At the moment, I'm using the userinfo query (https://www.googleapis.com/oauth2/v2/userinfo) to find the user id, but I can also use the tokeninfo (https://www.googleapis.com/oauth2/v1/tokeninfo). Tokeninfo is not listed in the oauth playground, but the result does show how long the token remains valid (however, I can also calculate this myself). Is one preferable over the other?
I'm storing the entire json object in the database (access_token, id_token, expires_in and token_type) but I feel my app will still work perfectly if I only store the access_token (only problem I foresee is if the expires_in time changes). Do I need to store the id_token for example?
I find the Google documentation (at developers.google.com) sometimes very lacking, if anyone knows any other good sources of information, I'm interested in them as well.

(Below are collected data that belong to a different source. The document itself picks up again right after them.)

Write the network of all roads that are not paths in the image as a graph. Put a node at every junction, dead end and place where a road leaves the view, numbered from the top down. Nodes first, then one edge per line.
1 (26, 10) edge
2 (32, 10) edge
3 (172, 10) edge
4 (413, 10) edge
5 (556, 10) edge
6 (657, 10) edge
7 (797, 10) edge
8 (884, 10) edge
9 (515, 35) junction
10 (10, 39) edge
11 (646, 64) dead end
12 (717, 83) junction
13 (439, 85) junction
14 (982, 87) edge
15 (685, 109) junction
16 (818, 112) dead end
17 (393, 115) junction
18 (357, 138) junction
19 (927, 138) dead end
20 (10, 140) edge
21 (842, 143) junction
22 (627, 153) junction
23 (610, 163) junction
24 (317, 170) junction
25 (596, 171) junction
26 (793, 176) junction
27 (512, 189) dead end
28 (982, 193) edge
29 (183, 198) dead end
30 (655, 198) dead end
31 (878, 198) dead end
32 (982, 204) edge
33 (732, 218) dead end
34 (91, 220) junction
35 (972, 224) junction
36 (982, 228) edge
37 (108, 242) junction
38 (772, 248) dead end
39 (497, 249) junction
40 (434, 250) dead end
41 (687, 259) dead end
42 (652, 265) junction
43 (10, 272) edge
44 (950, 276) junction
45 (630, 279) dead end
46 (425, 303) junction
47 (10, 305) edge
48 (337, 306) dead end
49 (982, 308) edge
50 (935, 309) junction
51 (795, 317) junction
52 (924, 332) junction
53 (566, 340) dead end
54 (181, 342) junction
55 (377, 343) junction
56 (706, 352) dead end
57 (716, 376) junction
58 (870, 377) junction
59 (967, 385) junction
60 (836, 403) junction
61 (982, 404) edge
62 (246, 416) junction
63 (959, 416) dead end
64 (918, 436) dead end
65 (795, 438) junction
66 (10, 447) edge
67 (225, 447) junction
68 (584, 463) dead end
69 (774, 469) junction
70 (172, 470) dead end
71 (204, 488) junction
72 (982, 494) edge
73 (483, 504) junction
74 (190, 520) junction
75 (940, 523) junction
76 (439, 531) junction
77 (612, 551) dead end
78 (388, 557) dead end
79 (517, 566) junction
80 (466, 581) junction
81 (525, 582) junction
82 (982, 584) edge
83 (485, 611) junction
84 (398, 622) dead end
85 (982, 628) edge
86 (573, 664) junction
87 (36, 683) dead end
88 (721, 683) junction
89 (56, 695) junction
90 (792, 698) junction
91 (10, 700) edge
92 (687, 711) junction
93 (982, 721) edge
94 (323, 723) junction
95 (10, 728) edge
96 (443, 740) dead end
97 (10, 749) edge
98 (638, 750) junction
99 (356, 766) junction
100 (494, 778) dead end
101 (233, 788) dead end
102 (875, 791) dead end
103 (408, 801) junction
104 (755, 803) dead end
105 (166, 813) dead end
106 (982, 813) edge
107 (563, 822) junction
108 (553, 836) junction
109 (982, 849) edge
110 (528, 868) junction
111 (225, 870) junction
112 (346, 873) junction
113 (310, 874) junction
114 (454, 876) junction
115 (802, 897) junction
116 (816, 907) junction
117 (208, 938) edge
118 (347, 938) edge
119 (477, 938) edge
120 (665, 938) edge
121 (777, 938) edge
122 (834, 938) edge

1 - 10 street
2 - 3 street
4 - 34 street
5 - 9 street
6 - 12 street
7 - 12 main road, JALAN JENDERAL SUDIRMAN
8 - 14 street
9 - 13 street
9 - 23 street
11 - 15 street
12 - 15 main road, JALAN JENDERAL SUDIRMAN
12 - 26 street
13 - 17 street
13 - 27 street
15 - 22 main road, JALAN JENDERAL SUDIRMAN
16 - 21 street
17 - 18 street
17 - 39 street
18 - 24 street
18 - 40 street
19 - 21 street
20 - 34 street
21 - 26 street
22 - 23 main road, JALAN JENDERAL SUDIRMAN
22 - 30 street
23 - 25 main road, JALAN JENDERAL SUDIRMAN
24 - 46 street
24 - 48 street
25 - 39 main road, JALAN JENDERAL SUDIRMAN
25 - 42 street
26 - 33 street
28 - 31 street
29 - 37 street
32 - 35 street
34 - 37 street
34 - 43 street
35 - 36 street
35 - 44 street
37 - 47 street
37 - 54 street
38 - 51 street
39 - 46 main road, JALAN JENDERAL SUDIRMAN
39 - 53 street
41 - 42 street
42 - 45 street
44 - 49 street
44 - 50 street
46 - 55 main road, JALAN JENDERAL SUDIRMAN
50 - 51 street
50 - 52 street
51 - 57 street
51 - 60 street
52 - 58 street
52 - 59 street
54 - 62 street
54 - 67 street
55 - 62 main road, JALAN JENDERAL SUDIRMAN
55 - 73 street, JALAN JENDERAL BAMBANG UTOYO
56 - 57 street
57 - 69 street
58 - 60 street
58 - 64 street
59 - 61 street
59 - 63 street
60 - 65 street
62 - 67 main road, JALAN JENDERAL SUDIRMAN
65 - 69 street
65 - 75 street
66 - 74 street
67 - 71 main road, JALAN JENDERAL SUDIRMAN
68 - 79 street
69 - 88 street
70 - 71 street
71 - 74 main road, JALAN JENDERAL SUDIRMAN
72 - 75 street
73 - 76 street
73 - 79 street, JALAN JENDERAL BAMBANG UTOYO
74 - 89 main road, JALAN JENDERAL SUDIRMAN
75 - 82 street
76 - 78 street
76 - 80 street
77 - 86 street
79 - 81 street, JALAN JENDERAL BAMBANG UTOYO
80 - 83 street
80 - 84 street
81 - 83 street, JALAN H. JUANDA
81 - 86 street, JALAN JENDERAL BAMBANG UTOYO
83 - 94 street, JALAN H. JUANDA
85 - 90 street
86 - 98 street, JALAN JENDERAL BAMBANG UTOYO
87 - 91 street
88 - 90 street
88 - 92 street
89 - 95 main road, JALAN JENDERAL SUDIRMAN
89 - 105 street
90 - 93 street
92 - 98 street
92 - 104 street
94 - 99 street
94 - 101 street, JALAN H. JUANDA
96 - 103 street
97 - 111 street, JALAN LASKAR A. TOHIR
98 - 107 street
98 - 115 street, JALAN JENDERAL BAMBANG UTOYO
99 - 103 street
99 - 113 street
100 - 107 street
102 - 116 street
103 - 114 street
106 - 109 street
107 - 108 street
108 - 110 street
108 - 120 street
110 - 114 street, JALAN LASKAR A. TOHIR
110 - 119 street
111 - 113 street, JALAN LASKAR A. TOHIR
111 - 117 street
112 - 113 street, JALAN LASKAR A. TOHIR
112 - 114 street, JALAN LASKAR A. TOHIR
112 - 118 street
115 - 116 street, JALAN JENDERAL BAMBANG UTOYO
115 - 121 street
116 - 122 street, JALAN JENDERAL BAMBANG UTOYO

I think it might help if you took a look at the lastest OpenID Connect Specs where concepts like the userinfo endpoint come from. OpenID connect is built on top of OAuth 2. There's quite a lot in there, but it's still probably worth a look. This blog article is also very good (as are others in the same blog).
Unfortunately, I don't think Google's implementation is currently up to date with the latest spec draft so it will probably be a moving target for some time. These things have changed a lot over the past year.
I agree with your first point that you should be obtaining a new access token each time you authenticate a user, rather than refreshing an old one. You don't know who the user is until they have logged in and granted you an access token. In general, the lifespan of an access token is not linked to the user's session. Once issued, your application could theoretically use it to access resources independently of the user's presence. If you want to carry on accessing the resource beyond the token expiry time, then you need to submit the refresh token at that point to obtain a new access token. I'm afraid I don't know what the "auto-refresh" feature is for.
I believe Google's tokeninfo is analogous to the check_id endpoint of OpenID connect, but accepts either an access token or an id token, rather than just the latter. Note that the expiry times of the two may differ. You would typically be able to retrieve more detailed user data from the userinfo endpoint than from check_id, which would normally return the bare user_id.
You shouldn't need to store the id_token. It is a bit like a record of the user's authentication by the authorization server. The access token is what your application will be interested in maintaining once you have validated the user identity.